General Discussion
In reply to the discussion: Krugman: repubicans are "desperately trying to claim that the economic recovery now underway is an [View all]progree
(10,909 posts)It's true we're not recovered to the level of the housing bubble years or even the tech bubble years in most statistics. But pre-crash was the height of the sick feverish unsustainable housing bubble economy when people were using their homes as ATMs to the tune of hundreds of billions of dollars a year. And the financial sector was booming like crazy on derivatives. I don't think that's the economy we should want or compare to or pine and sigh for.

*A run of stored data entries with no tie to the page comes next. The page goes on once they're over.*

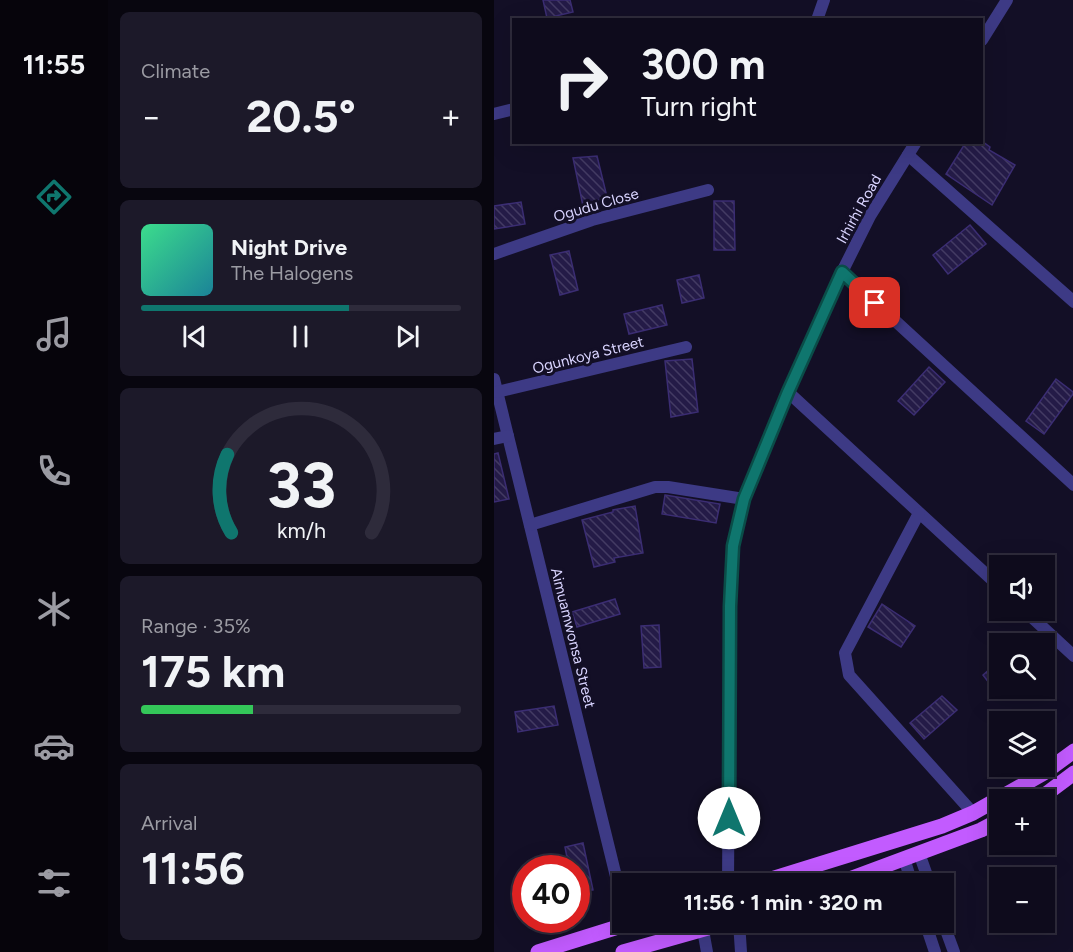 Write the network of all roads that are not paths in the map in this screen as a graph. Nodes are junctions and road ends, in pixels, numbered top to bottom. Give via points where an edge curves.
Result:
1 (824, 0) edge
2 (1007, 0) edge
3 (817, 18) edge
4 (983, 38) edge
5 (512, 109) edge
6 (494, 114) edge
7 (915, 144) edge
8 (908, 155) junction
9 (708, 190) dead end
10 (494, 254) edge
11 (842, 272) junction
12 (1073, 302) edge
13 (686, 347) dead end
14 (494, 379) edge
15 (497, 392) junction
16 (788, 392) junction
17 (508, 436) junction
18 (494, 439) edge
19 (1073, 485) edge
20 (744, 499) junction
21 (919, 513) junction
22 (530, 525) junction
23 (989, 577) edge
24 (1036, 621) edge
25 (1073, 656) edge
26 (1073, 751) edge
27 (1073, 773) edge
28 (1052, 789) edge
29 (973, 813) junction
30 (989, 826) edge
31 (911, 855) junction
32 (615, 873) edge
33 (728, 873) edge
34 (790, 873) edge
35 (864, 873) edge
36 (912, 873) edge
37 (923, 873) edge
38 (612, 929) edge
39 (696, 933) edge
40 (704, 933) edge
41 (740, 933) edge
42 (929, 933) edge
43 (947, 933) edge
44 (664, 946) edge
45 (627, 951) edge
46 (538, 952) edge
47 (707, 952) edge
48 (741, 952) edge
49 (935, 952) edge
50 (954, 952) edge

1 - 3 street
2 - 4 street
5 - 6 street
7 - 8 street, Irhirhi Road
8 - 11 street, Irhirhi Road via 870,216
8 - 12 street
9 - 10 street, Ogudu Close via 592,220
11 - 16 street, Irhirhi Road
11 - 19 street
13 - 15 street, Ogunkoya Street
14 - 15 street, Aimuamwonsa Street
15 - 17 street, Aimuamwonsa Street
16 - 20 street, Irhirhi Road
16 - 21 street
17 - 18 street
17 - 22 street, Aimuamwonsa Street
20 - 22 street via 655,487
20 - 33 street, Irhirhi Road via 733,546 730,587
21 - 23 street
21 - 29 street via 845,653 849,675
22 - 32 street, Aimuamwonsa Street
24 - 25 street
26 - 29 main road via 1044,773
27 - 28 main road
29 - 34 main road
30 - 31 main road
31 - 35 main road
31 - 36 street
31 - 37 street
38 - 46 main road
39 - 44 main road
40 - 47 street
41 - 48 street
42 - 49 street
43 - 50 street
44 - 45 main road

The past year has been particularly heartening (for the most part):
Over the last year (last 12 months):
+3,296,000 Payroll Jobs (Establishment Survey, CES0000000001)
+1,314,000 Labor Force
+2,996,000 Employed
-1,682,000 Unemployed
+0.5% Employment-To-Population Ratio aka Employment Rate
-0.2% LFPR (Labor Force Participation rate)
-1.2% Unemployment rate
-1.6% U-6 unemployment rate (It includes anyone that looked for work even once in the past year)
-569,000 Part-Time Workers who want Full-Time Jobs (Table A-8's Part-Time For Economic Reasons)
+ 89,000 Part-Time Workers (Table A-9)
+2,975,000 Full-Time Workers (Table A-9)
+3.19% INFLATION ADJUSTED Weekly Earnings of Production and Non-Supervisory Workers
I also note that the U.S. is about the only developed economy that is showing decent growth. Japan wavers between recession and being barely out of recession. Europe is just barely above water growth-wise.
As for how bad wages are -- here is the average hourly wage of production and non-supervisory employees, adjusted for inflation (and expressed in chained 1982-1984 dollars)
http://data.bls.gov/timeseries/CES0500000032
Note this statistic does not include CEOs or any other kind of executive. This doesn't include business owners. This doesn't include managers or supervisors. These are all people working for someone else for a paycheck who have noone reporting to them. These are not the financial and economic glitteratti. And yet they are doing better than under Bush, even better than under Clinton.